● Work required
Set it all down exactly, every record and every line.

● Entries shown
──────────────────────────────

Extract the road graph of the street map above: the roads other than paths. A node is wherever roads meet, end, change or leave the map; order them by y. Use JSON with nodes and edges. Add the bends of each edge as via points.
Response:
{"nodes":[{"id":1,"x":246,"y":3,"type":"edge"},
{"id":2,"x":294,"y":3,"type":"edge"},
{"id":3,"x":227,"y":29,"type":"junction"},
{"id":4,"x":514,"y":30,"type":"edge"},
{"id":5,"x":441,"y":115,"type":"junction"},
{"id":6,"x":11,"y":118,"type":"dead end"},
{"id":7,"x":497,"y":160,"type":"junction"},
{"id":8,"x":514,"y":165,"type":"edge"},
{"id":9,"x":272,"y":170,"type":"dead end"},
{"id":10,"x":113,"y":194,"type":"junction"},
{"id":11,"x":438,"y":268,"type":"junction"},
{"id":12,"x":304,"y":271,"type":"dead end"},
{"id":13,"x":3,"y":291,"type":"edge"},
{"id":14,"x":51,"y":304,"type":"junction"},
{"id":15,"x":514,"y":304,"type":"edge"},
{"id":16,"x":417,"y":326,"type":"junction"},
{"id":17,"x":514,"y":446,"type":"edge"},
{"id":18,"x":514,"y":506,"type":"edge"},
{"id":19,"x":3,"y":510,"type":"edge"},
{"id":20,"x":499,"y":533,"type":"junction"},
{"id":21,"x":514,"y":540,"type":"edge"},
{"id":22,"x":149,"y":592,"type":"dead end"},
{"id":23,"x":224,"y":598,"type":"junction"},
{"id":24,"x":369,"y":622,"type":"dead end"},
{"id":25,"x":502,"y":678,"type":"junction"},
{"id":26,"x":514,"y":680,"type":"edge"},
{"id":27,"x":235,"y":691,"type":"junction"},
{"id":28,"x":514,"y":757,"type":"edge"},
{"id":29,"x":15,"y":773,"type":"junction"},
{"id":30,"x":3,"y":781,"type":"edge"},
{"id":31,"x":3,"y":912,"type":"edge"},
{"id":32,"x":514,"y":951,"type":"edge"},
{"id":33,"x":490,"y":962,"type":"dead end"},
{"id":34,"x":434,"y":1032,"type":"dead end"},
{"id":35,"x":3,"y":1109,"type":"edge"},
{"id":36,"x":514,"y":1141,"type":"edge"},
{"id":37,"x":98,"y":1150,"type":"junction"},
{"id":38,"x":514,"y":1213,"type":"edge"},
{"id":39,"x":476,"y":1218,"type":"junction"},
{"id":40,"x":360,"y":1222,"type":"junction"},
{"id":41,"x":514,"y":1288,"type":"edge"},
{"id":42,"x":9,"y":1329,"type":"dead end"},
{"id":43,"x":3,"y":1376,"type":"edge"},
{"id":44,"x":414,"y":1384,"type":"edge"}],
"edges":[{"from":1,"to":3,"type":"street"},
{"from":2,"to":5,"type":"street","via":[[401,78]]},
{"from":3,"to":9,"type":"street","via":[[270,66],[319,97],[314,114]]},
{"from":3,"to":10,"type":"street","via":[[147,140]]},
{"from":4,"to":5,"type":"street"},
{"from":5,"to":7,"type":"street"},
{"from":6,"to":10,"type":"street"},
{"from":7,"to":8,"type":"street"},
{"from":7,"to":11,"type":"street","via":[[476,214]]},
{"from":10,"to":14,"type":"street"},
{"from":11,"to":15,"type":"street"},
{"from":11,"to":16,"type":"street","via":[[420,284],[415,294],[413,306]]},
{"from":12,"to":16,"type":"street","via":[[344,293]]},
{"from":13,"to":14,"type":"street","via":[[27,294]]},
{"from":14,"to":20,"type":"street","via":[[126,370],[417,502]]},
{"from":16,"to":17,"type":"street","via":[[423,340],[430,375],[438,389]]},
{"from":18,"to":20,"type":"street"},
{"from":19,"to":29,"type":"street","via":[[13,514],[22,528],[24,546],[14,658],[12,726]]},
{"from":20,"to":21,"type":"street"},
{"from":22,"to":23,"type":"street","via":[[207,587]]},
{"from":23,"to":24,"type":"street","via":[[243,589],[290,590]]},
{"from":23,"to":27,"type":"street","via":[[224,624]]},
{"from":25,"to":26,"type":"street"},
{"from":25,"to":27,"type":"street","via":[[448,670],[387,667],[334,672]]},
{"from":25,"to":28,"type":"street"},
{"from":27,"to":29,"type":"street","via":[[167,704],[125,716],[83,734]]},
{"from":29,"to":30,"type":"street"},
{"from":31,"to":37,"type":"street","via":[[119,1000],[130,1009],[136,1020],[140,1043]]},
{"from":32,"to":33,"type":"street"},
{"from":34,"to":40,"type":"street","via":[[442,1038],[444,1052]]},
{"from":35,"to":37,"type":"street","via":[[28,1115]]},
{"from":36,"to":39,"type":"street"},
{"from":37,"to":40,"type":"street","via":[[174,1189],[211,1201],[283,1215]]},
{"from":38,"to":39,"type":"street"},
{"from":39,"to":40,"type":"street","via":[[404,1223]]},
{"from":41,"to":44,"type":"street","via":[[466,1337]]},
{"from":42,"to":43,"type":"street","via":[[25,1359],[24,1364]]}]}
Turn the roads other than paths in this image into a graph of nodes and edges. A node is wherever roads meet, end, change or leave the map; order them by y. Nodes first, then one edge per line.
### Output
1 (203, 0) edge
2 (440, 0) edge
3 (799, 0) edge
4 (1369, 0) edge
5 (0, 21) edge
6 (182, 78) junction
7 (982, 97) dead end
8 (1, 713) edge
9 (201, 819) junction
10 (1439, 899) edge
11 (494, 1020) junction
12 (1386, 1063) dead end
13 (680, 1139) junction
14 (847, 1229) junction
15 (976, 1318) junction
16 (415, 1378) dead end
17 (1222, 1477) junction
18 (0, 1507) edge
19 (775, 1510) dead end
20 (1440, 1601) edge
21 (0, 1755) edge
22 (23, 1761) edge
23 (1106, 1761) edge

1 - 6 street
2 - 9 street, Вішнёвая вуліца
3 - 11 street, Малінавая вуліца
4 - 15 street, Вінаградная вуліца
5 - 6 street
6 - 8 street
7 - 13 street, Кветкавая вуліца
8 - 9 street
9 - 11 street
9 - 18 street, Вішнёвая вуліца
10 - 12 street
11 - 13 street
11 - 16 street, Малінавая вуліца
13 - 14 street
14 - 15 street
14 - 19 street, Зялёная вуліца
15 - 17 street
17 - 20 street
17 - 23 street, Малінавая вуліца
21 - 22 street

──────────────────────────────

● Problem solution
Extract the road graph of the street map above: the roads other than paths. A node is wherever roads meet, end, change or leave the map; order them by y. Use JSON with nodes and edges. Add the bends of each edge as via points.
Response:
{"nodes":[{"id":1,"x":246,"y":3,"type":"edge"},
{"id":2,"x":294,"y":3,"type":"edge"},
{"id":3,"x":227,"y":29,"type":"junction"},
{"id":4,"x":514,"y":30,"type":"edge"},
{"id":5,"x":441,"y":115,"type":"junction"},
{"id":6,"x":11,"y":118,"type":"dead end"},
{"id":7,"x":497,"y":160,"type":"junction"},
{"id":8,"x":514,"y":165,"type":"edge"},
{"id":9,"x":272,"y":170,"type":"dead end"},
{"id":10,"x":113,"y":194,"type":"junction"},
{"id":11,"x":438,"y":268,"type":"junction"},
{"id":12,"x":304,"y":271,"type":"dead end"},
{"id":13,"x":3,"y":291,"type":"edge"},
{"id":14,"x":51,"y":304,"type":"junction"},
{"id":15,"x":514,"y":304,"type":"edge"},
{"id":16,"x":417,"y":326,"type":"junction"},
{"id":17,"x":514,"y":446,"type":"edge"},
{"id":18,"x":514,"y":506,"type":"edge"},
{"id":19,"x":3,"y":510,"type":"edge"},
{"id":20,"x":499,"y":533,"type":"junction"},
{"id":21,"x":514,"y":540,"type":"edge"},
{"id":22,"x":149,"y":592,"type":"dead end"},
{"id":23,"x":224,"y":598,"type":"junction"},
{"id":24,"x":369,"y":622,"type":"dead end"},
{"id":25,"x":502,"y":678,"type":"junction"},
{"id":26,"x":514,"y":680,"type":"edge"},
{"id":27,"x":235,"y":691,"type":"junction"},
{"id":28,"x":514,"y":757,"type":"edge"},
{"id":29,"x":15,"y":773,"type":"junction"},
{"id":30,"x":3,"y":781,"type":"edge"},
{"id":31,"x":3,"y":912,"type":"edge"},
{"id":32,"x":514,"y":951,"type":"edge"},
{"id":33,"x":490,"y":962,"type":"dead end"},
{"id":34,"x":434,"y":1032,"type":"dead end"},
{"id":35,"x":3,"y":1109,"type":"edge"},
{"id":36,"x":514,"y":1141,"type":"edge"},
{"id":37,"x":98,"y":1150,"type":"junction"},
{"id":38,"x":514,"y":1213,"type":"edge"},
{"id":39,"x":476,"y":1218,"type":"junction"},
{"id":40,"x":360,"y":1222,"type":"junction"},
{"id":41,"x":514,"y":1288,"type":"edge"},
{"id":42,"x":9,"y":1329,"type":"dead end"},
{"id":43,"x":3,"y":1376,"type":"edge"},
{"id":44,"x":414,"y":1384,"type":"edge"}],
"edges":[{"from":1,"to":3,"type":"street"},
{"from":2,"to":5,"type":"street","via":[[401,78]]},
{"from":3,"to":9,"type":"street","via":[[270,66],[319,97],[314,114]]},
{"from":3,"to":10,"type":"street","via":[[147,140]]},
{"from":4,"to":5,"type":"street"},
{"from":5,"to":7,"type":"street"},
{"from":6,"to":10,"type":"street"},
{"from":7,"to":8,"type":"street"},
{"from":7,"to":11,"type":"street","via":[[476,214]]},
{"from":10,"to":14,"type":"street"},
{"from":11,"to":15,"type":"street"},
{"from":11,"to":16,"type":"street","via":[[420,284],[415,294],[413,306]]},
{"from":12,"to":16,"type":"street","via":[[344,293]]},
{"from":13,"to":14,"type":"street","via":[[27,294]]},
{"from":14,"to":20,"type":"street","via":[[126,370],[417,502]]},
{"from":16,"to":17,"type":"street","via":[[423,340],[430,375],[438,389]]},
{"from":18,"to":20,"type":"street"},
{"from":19,"to":29,"type":"street","via":[[13,514],[22,528],[24,546],[14,658],[12,726]]},
{"from":20,"to":21,"type":"street"},
{"from":22,"to":23,"type":"street","via":[[207,587]]},
{"from":23,"to":24,"type":"street","via":[[243,589],[290,590]]},
{"from":23,"to":27,"type":"street","via":[[224,624]]},
{"from":25,"to":26,"type":"street"},
{"from":25,"to":27,"type":"street","via":[[448,670],[387,667],[334,672]]},
{"from":25,"to":28,"type":"street"},
{"from":27,"to":29,"type":"street","via":[[167,704],[125,716],[83,734]]},
{"from":29,"to":30,"type":"street"},
{"from":31,"to":37,"type":"street","via":[[119,1000],[130,1009],[136,1020],[140,1043]]},
{"from":32,"to":33,"type":"street"},
{"from":34,"to":40,"type":"street","via":[[442,1038],[444,1052]]},
{"from":35,"to":37,"type":"street","via":[[28,1115]]},
{"from":36,"to":39,"type":"street"},
{"from":37,"to":40,"type":"street","via":[[174,1189],[211,1201],[283,1215]]},
{"from":38,"to":39,"type":"street"},
{"from":39,"to":40,"type":"street","via":[[404,1223]]},
{"from":41,"to":44,"type":"street","via":[[466,1337]]},
{"from":42,"to":43,"type":"street","via":[[25,1359],[24,1364]]}]}
Turn the roads other than paths in this image into a graph of nodes and edges. A node is wherever roads meet, end, change or leave the map; order them by y. Nodes first, then one edge per line.
### Output
1 (203, 0) edge
2 (440, 0) edge
3 (799, 0) edge
4 (1369, 0) edge
5 (0, 21) edge
6 (182, 78) junction
7 (982, 97) dead end
8 (1, 713) edge
9 (201, 819) junction
10 (1439, 899) edge
11 (494, 1020) junction
12 (1386, 1063) dead end
13 (680, 1139) junction
14 (847, 1229) junction
15 (976, 1318) junction
16 (415, 1378) dead end
17 (1222, 1477) junction
18 (0, 1507) edge
19 (775, 1510) dead end
20 (1440, 1601) edge
21 (0, 1755) edge
22 (23, 1761) edge
23 (1106, 1761) edge

1 - 6 street
2 - 9 street, Вішнёвая вуліца
3 - 11 street, Малінавая вуліца
4 - 15 street, Вінаградная вуліца
5 - 6 street
6 - 8 street
7 - 13 street, Кветкавая вуліца
8 - 9 street
9 - 11 street
9 - 18 street, Вішнёвая вуліца
10 - 12 street
11 - 13 street
11 - 16 street, Малінавая вуліца
13 - 14 street
14 - 15 street
14 - 19 street, Зялёная вуліца
15 - 17 street
17 - 20 street
17 - 23 street, Малінавая вуліца
21 - 22 street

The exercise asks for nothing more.